*REQUIRED ACTION*:
Each entry below is to be written out exactly, and the pictures are to be left out.

*Data items*:
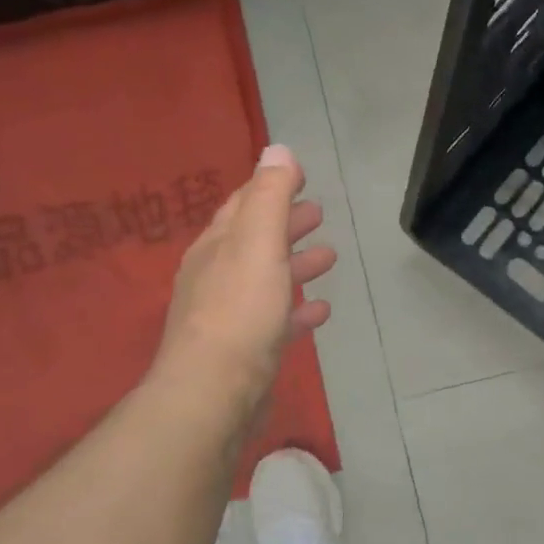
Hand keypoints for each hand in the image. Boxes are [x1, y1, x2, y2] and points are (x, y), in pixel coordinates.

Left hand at [150, 144, 335, 401]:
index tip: (300, 175)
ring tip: (329, 256)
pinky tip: (320, 310)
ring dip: (295, 264)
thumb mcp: (257, 243)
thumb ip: (269, 197)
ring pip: (267, 279)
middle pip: (255, 241)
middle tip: (318, 212)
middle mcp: (217, 276)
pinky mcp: (246, 351)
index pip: (243, 205)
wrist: (214, 394)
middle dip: (286, 224)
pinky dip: (297, 308)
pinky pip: (276, 319)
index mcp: (217, 247)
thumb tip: (277, 149)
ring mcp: (229, 316)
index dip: (271, 187)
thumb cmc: (239, 311)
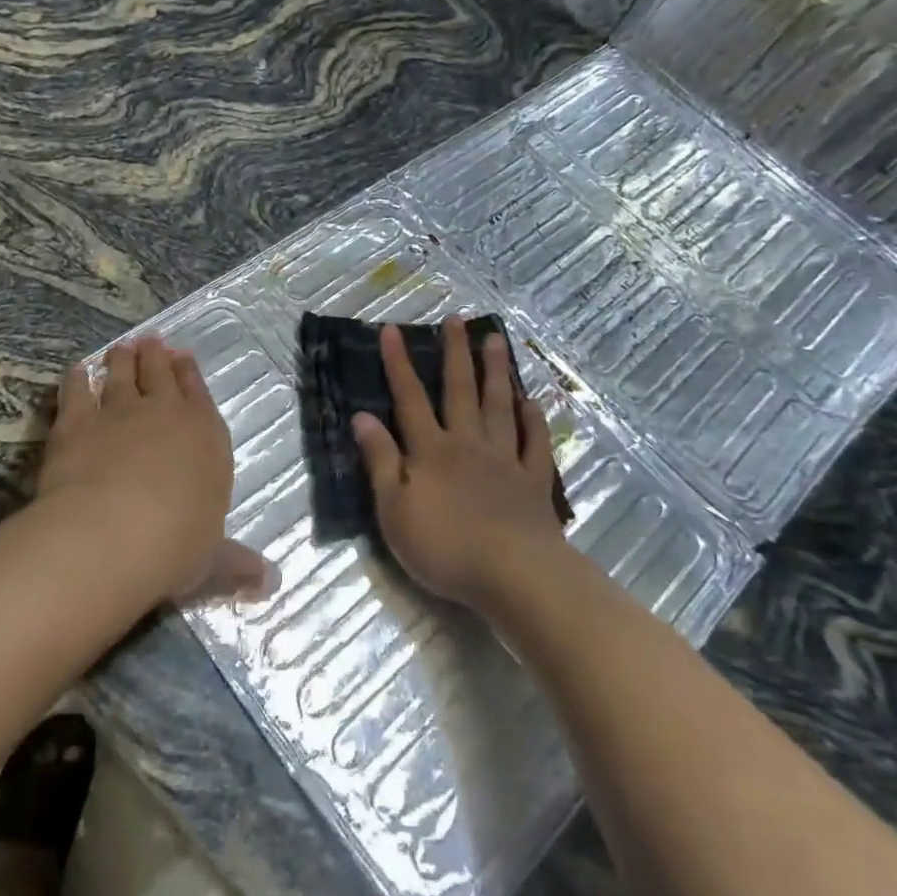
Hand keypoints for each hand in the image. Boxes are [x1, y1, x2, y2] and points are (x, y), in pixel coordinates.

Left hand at [37, 337, 276, 604]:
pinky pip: (76, 390)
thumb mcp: (213, 562)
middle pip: (159, 374)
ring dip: (121, 359)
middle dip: (156, 356)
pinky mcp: (76, 421)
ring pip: (120, 374)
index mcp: (205, 435)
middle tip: (151, 341)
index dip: (189, 374)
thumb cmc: (177, 545)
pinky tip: (76, 369)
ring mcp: (118, 412)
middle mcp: (164, 413)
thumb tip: (272, 584)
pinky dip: (76, 377)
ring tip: (121, 346)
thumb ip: (237, 565)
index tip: (183, 356)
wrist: (114, 532)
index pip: (198, 394)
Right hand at [352, 318, 566, 612]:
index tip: (392, 329)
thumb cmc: (445, 546)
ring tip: (496, 340)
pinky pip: (534, 443)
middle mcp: (468, 443)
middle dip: (456, 353)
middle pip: (460, 391)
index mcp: (431, 450)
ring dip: (496, 372)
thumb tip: (362, 416)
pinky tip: (532, 402)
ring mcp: (505, 460)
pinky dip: (534, 420)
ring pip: (499, 406)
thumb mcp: (394, 509)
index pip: (409, 398)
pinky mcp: (533, 482)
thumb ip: (380, 460)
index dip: (398, 363)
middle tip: (457, 320)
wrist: (514, 575)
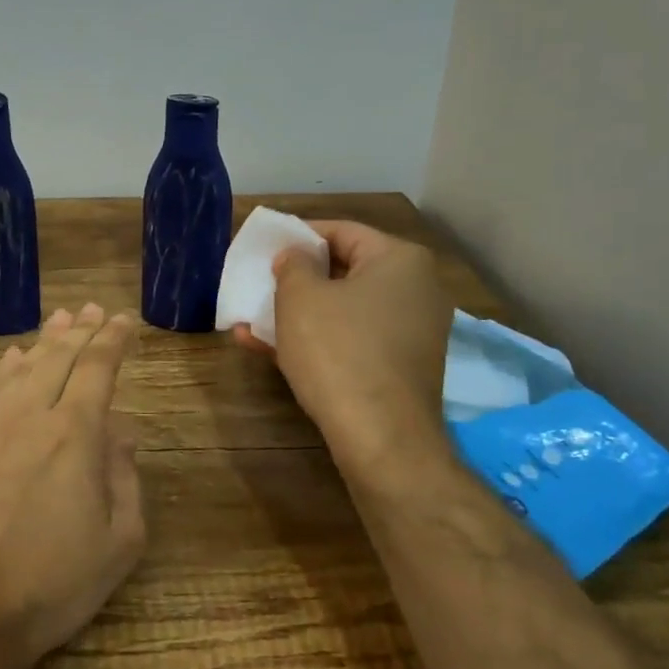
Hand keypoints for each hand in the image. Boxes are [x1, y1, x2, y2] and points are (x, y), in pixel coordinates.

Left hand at [0, 304, 145, 668]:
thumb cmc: (49, 586)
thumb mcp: (118, 544)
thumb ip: (125, 479)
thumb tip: (122, 433)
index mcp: (75, 433)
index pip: (97, 369)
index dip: (112, 341)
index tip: (124, 321)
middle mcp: (29, 416)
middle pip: (58, 359)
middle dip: (80, 331)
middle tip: (93, 309)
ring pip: (20, 369)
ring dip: (43, 342)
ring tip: (60, 321)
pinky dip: (2, 370)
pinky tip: (11, 360)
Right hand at [234, 221, 450, 475]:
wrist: (381, 437)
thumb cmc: (339, 351)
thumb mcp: (301, 297)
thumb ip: (293, 264)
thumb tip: (296, 256)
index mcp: (400, 260)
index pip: (341, 231)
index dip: (298, 236)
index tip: (265, 249)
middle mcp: (416, 290)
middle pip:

*SOLUTION BELOW*:
Hand keypoints for each hand in the image. Boxes are [x1, y1, x2, y2] and points are (x, y), in pixel coordinates.

Left hand at [150, 144, 335, 401]:
index tip: (300, 175)
ring tip: (329, 256)
pinky tip: (320, 310)
ring dip: (295, 264)
thumb mcp: (257, 243)
thumb ip: (269, 197)
ring pip: (267, 279)
middle pip: (255, 241)
middle tip: (318, 212)
middle mcp: (217, 276)
pinky mcp: (246, 351)
index pip: (243, 205)
wrist: (214, 394)
middle dip: (286, 224)
pinky dip: (297, 308)
pinky pip: (276, 319)
index mcp: (217, 247)
thumb tip: (277, 149)
ring mcp: (229, 316)
index dip: (271, 187)
thumb cmc: (239, 311)
Hand keypoints for each hand in the image. Boxes are [x1, y1, x2, y2] and points are (x, y), in pixel coordinates.

Left hand at [37, 337, 276, 604]:
pinky pip: (76, 390)
thumb mcp: (213, 562)
middle pip: (159, 374)
ring dip: (121, 359)
middle dip: (156, 356)
pinky mcp: (76, 421)
ring pip: (120, 374)
index mcp: (205, 435)
middle tip: (151, 341)
index dip: (189, 374)
thumb cmc: (177, 545)
pinky tip: (76, 369)
ring mcp: (118, 412)
middle mcp: (164, 413)
thumb tip: (272, 584)
pinky dip: (76, 377)
ring tip: (121, 346)
thumb ip: (237, 565)
index tip: (183, 356)
wrist: (114, 532)
index pip: (198, 394)
Right hand at [352, 318, 566, 612]:
index tip: (392, 329)
thumb cmc: (445, 546)
ring tip: (496, 340)
pinky pip: (534, 443)
middle mcp: (468, 443)
middle dip: (456, 353)
middle pip: (460, 391)
index mcp: (431, 450)
ring dip: (496, 372)
thumb tip: (362, 416)
pinky tip: (532, 402)
ring mcp: (505, 460)
pinky dip: (534, 420)
ring pip: (499, 406)
thumb mcp: (394, 509)
index pip: (409, 398)
pinky mcp: (533, 482)
thumb ip: (380, 460)
index dip: (398, 363)
middle tip: (457, 320)
wrist: (514, 575)
Hand keypoints for each hand in the image. Boxes are [x1, y1, x2, y2] and points are (x, y), in pixel coordinates.

Left hand at [0, 304, 145, 668]:
thumb cmc: (49, 586)
thumb mcp: (118, 544)
thumb ip: (125, 479)
thumb tip: (122, 433)
index mcp: (75, 433)
index pip: (97, 369)
index dip: (112, 341)
index tip: (124, 321)
middle mcp: (29, 416)
middle pip: (58, 359)
middle dip: (80, 331)
middle tip: (93, 309)
ring pip: (20, 369)
ring dip: (43, 342)
ring tip: (60, 321)
pinky dip: (2, 370)
pinky tip: (11, 360)
Right hand at [234, 221, 450, 475]:
wrist: (381, 437)
thumb cmc: (339, 351)
thumb mcp: (301, 297)
thumb ip: (293, 264)
thumb tip: (296, 256)
index mcp: (400, 260)
index pip: (341, 231)
index dip: (298, 236)
index tip: (265, 249)
middle mcp: (416, 290)
middle pip:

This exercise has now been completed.